The 22-23 September Summit for the Future opened with a hard fought consensus agreement on the 61-page Pact for the Future, reaching consensus, but with weak language on nuclear disarmament.
Described as a once-in-a-generation meeting designed to meet the challenges of a changing world, the Summit for the Future and agreed Pact look at a number of key issues- from a reaffirmation of the goals outlined in the Paris Agreement, to agreement to move towards UN Security Council reform. The Pact contains 56 actions to address issues from sustainable development, to transforming global governance.
Action 25 of the Pact focuses explicitly on nuclear weapons and nuclear war and commits all states to “make every effort to avert the danger of such a war”. While Action 26 is a recommitment to “uphold disarmament obligations and commitments.”
UN Secretary General António Guterres called the Pact the “first recommitment to multilateral nuclear disarmament in a decade”.

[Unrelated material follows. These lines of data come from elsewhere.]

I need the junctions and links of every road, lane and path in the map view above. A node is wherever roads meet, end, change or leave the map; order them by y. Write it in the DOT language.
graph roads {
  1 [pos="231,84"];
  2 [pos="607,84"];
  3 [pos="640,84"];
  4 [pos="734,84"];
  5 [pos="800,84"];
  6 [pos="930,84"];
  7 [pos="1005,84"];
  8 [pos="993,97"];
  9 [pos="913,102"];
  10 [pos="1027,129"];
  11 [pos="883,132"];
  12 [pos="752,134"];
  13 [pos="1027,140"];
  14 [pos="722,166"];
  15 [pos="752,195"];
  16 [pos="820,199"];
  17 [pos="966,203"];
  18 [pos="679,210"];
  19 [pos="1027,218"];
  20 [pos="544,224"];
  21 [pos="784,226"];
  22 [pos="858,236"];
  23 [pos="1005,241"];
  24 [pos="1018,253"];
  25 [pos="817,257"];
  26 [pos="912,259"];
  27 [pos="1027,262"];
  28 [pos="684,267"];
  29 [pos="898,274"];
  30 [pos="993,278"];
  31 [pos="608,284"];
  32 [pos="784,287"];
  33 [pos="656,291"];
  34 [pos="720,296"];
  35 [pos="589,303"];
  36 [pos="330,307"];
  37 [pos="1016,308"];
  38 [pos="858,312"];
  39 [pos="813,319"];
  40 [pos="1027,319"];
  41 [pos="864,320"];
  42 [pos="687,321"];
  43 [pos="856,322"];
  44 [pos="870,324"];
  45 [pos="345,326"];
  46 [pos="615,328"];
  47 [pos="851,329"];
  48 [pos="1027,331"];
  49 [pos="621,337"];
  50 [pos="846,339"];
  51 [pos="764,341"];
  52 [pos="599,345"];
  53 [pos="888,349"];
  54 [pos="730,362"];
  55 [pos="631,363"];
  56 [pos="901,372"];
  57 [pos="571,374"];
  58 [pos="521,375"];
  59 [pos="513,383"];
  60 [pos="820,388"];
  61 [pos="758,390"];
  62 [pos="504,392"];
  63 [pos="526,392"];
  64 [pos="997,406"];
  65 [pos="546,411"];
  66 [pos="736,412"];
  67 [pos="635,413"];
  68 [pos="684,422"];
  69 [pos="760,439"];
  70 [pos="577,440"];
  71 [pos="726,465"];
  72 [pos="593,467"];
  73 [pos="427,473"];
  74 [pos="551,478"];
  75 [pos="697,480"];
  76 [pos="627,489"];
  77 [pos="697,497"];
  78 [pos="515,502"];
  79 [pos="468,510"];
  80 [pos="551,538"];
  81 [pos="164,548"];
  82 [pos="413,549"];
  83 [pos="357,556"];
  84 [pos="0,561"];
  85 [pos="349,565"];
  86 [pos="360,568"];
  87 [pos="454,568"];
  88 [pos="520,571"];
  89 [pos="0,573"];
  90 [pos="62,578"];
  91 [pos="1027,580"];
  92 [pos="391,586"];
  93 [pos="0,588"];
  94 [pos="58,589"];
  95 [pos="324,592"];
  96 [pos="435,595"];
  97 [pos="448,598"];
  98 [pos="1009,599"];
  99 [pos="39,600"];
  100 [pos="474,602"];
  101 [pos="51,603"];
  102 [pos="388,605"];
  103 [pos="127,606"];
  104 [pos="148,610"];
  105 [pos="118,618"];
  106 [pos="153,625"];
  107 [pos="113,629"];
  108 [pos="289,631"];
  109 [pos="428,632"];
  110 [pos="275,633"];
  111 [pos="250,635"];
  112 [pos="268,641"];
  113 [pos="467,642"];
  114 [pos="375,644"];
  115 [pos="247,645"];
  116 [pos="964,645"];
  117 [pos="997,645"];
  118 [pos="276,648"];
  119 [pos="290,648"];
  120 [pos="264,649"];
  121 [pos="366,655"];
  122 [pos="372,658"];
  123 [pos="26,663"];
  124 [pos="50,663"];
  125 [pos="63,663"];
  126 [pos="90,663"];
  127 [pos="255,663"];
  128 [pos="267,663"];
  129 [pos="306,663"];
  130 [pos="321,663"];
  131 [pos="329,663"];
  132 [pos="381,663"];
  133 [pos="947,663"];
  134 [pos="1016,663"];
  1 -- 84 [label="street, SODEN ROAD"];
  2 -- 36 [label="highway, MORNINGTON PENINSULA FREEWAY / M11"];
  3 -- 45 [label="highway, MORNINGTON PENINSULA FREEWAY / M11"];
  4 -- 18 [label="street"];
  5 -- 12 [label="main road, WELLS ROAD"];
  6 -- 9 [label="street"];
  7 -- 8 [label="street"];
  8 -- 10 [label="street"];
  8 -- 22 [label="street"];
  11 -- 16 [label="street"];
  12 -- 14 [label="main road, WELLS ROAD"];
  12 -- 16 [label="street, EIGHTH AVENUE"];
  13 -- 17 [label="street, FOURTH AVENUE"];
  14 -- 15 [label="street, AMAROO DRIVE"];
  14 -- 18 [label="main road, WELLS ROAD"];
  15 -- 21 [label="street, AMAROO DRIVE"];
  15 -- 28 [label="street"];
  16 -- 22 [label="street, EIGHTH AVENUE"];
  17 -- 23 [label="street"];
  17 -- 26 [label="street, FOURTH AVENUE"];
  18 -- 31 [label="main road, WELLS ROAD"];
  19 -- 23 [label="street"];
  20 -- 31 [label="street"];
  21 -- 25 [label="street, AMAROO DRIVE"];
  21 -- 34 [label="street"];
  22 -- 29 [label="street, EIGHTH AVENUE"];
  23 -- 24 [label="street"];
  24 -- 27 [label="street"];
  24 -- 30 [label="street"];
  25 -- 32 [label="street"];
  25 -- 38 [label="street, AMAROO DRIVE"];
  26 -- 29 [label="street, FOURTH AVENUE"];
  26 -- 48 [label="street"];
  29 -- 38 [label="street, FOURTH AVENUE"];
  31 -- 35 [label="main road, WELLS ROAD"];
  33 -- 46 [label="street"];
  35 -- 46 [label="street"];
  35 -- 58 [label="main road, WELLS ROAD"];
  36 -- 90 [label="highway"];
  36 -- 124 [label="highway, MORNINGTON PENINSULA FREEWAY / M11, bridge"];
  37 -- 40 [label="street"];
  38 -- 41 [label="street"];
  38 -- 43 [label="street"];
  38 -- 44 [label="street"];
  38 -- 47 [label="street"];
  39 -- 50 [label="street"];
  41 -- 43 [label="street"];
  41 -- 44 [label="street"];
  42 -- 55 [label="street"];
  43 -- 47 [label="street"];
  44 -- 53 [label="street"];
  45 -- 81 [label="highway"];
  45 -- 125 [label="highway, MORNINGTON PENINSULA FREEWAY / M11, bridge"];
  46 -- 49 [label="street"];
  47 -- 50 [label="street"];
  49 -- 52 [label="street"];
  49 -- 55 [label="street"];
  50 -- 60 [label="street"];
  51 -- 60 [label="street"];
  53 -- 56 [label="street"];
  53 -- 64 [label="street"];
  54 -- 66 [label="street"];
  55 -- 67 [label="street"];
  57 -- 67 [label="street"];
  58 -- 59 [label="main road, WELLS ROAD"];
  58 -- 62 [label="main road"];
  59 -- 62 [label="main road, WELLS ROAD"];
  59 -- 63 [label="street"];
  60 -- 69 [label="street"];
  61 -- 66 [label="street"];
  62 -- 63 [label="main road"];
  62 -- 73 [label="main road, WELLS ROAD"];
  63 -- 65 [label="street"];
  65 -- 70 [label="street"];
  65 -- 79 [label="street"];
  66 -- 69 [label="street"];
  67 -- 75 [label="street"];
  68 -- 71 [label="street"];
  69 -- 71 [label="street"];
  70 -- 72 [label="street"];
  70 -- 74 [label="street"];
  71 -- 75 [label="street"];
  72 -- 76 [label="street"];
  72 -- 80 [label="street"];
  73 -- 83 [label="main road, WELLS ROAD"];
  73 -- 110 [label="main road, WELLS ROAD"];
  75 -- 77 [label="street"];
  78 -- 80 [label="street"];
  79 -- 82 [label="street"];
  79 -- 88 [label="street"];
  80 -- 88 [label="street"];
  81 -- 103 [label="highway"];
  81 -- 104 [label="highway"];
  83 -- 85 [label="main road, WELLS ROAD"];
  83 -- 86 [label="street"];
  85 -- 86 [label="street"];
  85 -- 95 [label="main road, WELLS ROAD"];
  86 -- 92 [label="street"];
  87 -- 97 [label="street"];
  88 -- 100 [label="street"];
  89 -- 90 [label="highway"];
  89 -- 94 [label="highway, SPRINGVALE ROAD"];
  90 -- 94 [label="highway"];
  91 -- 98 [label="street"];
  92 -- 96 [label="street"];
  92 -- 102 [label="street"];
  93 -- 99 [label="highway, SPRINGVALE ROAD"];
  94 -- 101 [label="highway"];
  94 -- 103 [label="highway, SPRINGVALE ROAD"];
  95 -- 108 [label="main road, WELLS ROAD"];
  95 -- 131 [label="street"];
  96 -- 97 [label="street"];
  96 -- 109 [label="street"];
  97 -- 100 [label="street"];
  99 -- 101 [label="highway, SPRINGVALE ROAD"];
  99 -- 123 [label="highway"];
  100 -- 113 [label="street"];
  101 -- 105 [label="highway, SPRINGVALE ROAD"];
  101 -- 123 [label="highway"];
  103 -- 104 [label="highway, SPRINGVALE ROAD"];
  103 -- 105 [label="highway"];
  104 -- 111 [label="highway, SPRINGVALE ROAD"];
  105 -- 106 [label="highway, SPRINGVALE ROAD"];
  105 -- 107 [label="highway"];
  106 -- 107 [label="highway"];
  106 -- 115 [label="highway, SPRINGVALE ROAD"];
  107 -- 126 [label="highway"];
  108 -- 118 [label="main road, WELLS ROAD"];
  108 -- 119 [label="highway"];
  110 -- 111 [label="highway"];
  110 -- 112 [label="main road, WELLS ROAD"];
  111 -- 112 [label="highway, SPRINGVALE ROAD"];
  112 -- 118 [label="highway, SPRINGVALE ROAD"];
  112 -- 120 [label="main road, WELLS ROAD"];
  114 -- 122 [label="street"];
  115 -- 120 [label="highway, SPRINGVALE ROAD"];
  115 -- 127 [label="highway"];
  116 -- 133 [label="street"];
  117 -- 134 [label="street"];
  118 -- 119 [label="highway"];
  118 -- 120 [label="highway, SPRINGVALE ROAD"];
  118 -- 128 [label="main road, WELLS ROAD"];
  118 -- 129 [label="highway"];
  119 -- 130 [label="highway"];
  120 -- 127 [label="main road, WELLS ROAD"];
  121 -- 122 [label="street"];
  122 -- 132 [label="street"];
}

The language on nuclear weapons contained in Action 25 did not refer to any specific treaty, rather it recommitted to the goal of the total elimination of nuclear weapons and to “strengthening the disarmament and non-proliferation architecture and work to prevent any erosion of existing international norms and take all possible steps to prevent nuclear war”. This compromise language changed significantly from the zero draft of the document (PDF), which had much more specific calls to the nuclear armed states for concrete actions to increase transparency, reduce the role of nuclear weapons in security strategies, and engage in dialogue on strategic stability. The final draft was not nearly as explicit, though it does bear “in mind that “a nuclear war cannot be won and must never be fought”.
After the adoption of the Pact, Enrique E. Manalo, Secretary for Foreign Affairs of the Philippines said “The Pact brings new vigor to our unfinished business of eliminating nuclear weapons and other weapons of mass destruction.”